We first address the owner's contention that the surety's liability is independent and severable, and is not discharged by the running of the statute of limitations against its principal. The pertinent provisions of the bond are set forth in the margin. 5

In the first place the owner insists that the bond is an indemnity contract.

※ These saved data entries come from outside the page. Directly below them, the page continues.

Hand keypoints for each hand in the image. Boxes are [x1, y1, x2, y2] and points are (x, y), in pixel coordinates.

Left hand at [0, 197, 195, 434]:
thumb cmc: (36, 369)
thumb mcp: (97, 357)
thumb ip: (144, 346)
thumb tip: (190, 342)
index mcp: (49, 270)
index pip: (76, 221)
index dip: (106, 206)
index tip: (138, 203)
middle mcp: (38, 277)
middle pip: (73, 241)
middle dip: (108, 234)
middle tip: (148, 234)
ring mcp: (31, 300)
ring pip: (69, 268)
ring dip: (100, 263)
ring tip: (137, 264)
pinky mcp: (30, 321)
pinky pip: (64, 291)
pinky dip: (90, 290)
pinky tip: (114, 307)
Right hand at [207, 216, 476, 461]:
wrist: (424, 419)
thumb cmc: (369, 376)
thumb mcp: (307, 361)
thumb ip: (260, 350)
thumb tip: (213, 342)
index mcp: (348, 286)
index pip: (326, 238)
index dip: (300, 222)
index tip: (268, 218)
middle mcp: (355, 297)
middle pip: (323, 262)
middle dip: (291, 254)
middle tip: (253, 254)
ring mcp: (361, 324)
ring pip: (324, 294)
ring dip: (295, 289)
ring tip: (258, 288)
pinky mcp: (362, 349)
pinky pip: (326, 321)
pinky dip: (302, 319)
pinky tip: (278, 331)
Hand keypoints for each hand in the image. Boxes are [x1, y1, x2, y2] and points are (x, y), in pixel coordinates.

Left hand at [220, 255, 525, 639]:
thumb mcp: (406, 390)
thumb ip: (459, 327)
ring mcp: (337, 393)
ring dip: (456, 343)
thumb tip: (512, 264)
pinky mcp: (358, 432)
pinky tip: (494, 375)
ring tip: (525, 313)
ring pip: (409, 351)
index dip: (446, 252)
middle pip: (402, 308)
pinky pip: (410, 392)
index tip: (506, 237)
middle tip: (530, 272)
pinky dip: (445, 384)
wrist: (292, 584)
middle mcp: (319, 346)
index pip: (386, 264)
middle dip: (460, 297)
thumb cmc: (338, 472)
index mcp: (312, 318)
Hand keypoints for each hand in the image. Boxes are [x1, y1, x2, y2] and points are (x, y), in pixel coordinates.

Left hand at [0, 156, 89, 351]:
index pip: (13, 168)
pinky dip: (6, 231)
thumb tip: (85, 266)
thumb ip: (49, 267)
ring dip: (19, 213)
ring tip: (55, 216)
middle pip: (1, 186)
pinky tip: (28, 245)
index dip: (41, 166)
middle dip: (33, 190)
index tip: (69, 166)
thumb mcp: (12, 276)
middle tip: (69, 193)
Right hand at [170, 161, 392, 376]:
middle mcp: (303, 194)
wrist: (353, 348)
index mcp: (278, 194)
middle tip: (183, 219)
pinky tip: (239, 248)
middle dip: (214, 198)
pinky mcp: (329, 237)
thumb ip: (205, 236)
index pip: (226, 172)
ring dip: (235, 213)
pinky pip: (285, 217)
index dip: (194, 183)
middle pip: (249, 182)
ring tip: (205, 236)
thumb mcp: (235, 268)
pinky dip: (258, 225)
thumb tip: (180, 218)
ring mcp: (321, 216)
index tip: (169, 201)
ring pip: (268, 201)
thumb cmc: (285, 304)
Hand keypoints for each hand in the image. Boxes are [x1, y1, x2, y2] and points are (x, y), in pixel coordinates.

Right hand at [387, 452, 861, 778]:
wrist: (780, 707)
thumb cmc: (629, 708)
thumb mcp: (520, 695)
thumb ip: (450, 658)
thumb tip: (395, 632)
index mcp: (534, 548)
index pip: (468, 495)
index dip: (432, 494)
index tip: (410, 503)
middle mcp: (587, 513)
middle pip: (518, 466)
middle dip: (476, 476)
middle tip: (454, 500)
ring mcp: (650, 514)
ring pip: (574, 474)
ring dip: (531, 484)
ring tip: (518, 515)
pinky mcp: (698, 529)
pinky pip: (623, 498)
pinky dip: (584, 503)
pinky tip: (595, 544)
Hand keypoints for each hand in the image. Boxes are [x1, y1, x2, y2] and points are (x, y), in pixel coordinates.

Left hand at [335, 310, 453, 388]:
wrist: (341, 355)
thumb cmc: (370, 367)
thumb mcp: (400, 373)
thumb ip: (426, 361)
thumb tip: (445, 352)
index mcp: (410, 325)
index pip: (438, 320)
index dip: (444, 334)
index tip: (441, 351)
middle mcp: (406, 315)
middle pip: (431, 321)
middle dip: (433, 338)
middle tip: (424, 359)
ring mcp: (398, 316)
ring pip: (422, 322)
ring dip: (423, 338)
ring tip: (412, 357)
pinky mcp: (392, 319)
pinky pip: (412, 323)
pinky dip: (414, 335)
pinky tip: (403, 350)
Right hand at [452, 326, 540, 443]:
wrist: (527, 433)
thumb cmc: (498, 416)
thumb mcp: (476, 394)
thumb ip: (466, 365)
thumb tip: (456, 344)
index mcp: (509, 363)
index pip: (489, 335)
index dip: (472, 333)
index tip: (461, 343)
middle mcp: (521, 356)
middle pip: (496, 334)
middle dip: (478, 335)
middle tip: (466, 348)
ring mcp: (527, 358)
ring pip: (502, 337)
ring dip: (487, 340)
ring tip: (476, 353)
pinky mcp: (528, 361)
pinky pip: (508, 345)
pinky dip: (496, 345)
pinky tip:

As such it would be subject to the provisions of section 2778 of the Civil Code, which state in pertinent part, 'In the interpretation of a contract of indemnity, the following rules are to be applied, unless a contrary intention appears: . . . 2. Upon an indemnity against claims, or demands, or damages, or costs, expressly, or in other equivalent terms, the person indemnified is not entitled to recover without payment thereof; . . ..' When the obligation is limited to an indemnity for loss, the cause of action against the indemnitor does not arise until the indemnitee has actually suffered the loss. (See Sunset-Sternau Food Co. v. Bonzi (1964) 60 Cal.2d 834, 843-844, 36 Cal.Rptr. 741, 389 P.2d 133 [principal's duty to indemnify agent for liability incurred in performance of the agency agreement]; Oaks v. Scheifferly (1887) 74 Cal. 478, 480-481, 16 P. 252 [principal's and sureties' obligation to indemnify sheriff on attachment bond which covered both liability and loss]; United States Credit Bureau v. Claus (1947) 79 Cal.App.2d 85, 87, 179 P.2d 36 [indemnitor's obligation to a surety on a contractor's bond for payments made by surety to complete work on contractor's default]; and Globe indemnity Co. v. Larkin (1944) 62 Cal.App.2d 891, 894, 145 P.2d 633 [indemnitor's liability to a surety on a broker's bond for payments made to satisfy judgment against broker]. Note also, Thode v. McAmis (1950) 96 Cal.App.2d 833, 836, 216 P.2d 548 [contractor's bond to indemnify owner for loss from mechanics liens]; and Alberts v. American Casualty Co. (1948) 88 Cal.App.2d 891, 898-899, 200 P.2d 37 [insurance against theft, embezzlement, etc. of employee].)